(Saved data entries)
Content starts
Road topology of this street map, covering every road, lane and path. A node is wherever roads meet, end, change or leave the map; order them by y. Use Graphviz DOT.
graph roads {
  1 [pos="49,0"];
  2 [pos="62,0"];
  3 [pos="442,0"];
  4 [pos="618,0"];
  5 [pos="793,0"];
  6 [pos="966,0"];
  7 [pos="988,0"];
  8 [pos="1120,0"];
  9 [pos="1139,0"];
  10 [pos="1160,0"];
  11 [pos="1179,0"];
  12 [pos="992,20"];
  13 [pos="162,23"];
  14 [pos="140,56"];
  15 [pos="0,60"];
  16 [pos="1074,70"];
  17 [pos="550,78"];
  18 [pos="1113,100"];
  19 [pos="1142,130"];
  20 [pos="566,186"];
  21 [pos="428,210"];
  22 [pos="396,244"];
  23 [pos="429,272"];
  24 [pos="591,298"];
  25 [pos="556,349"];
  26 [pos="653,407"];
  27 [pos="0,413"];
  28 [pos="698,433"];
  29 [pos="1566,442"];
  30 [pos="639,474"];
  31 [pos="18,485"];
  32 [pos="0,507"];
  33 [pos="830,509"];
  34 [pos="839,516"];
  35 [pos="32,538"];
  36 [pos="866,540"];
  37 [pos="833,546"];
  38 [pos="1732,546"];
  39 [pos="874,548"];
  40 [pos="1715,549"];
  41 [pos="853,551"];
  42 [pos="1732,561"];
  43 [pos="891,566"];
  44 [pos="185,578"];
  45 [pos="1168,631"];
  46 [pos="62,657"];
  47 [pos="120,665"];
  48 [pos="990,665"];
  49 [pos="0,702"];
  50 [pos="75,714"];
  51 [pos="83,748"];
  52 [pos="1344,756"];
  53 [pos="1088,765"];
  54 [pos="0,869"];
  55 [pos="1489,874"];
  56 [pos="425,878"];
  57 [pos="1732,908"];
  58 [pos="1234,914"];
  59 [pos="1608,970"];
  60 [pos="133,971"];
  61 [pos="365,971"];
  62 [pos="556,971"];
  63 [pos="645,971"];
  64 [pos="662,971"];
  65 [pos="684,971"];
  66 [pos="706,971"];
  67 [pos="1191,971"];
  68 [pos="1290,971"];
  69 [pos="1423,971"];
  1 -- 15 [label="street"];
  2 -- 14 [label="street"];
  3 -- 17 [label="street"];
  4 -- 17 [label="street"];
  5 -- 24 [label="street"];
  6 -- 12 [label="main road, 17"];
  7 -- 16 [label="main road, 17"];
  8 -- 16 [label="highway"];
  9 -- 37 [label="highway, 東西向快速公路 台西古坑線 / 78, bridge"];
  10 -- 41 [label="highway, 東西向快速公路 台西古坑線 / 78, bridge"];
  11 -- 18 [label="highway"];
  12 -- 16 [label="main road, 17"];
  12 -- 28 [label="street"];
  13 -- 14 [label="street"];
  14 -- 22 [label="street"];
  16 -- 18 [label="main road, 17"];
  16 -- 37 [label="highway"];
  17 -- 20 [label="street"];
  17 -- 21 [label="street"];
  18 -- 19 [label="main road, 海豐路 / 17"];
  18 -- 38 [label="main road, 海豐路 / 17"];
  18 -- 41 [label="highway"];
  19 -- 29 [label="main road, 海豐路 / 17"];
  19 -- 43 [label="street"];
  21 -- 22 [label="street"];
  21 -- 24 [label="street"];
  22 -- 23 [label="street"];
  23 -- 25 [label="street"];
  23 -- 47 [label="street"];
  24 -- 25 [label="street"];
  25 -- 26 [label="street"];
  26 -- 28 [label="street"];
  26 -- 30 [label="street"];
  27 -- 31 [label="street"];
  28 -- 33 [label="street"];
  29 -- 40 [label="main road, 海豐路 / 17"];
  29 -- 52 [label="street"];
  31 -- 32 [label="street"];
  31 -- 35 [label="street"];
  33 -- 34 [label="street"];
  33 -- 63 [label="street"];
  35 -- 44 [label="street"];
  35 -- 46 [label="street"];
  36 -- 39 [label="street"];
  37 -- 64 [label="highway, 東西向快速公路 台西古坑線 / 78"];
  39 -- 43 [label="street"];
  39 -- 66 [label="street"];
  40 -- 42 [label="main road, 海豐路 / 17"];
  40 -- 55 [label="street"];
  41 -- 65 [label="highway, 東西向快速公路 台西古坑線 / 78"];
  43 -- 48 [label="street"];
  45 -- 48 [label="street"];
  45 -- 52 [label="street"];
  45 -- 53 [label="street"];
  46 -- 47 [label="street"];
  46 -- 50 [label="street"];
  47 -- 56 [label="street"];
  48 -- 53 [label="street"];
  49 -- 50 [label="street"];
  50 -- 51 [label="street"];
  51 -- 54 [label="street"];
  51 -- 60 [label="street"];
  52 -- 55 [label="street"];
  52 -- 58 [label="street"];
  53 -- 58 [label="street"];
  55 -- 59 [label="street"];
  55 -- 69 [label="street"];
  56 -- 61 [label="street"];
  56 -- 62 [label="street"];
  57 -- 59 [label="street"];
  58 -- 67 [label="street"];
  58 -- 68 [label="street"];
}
Content ends
- _WHAT IS BEING ASKED_
Lines that hold "台西古坑線" are the ones to copy, so pick each out from the data.

- _SOLUTION TO THIS TASK_
  9 -- 37 [label="highway, 東西向快速公路 台西古坑線 / 78, bridge"];
  10 -- 41 [label="highway, 東西向快速公路 台西古坑線 / 78, bridge"];
  37 -- 64 [label="highway, 東西向快速公路 台西古坑線 / 78"];
  41 -- 65 [label="highway, 東西向快速公路 台西古坑線 / 78"];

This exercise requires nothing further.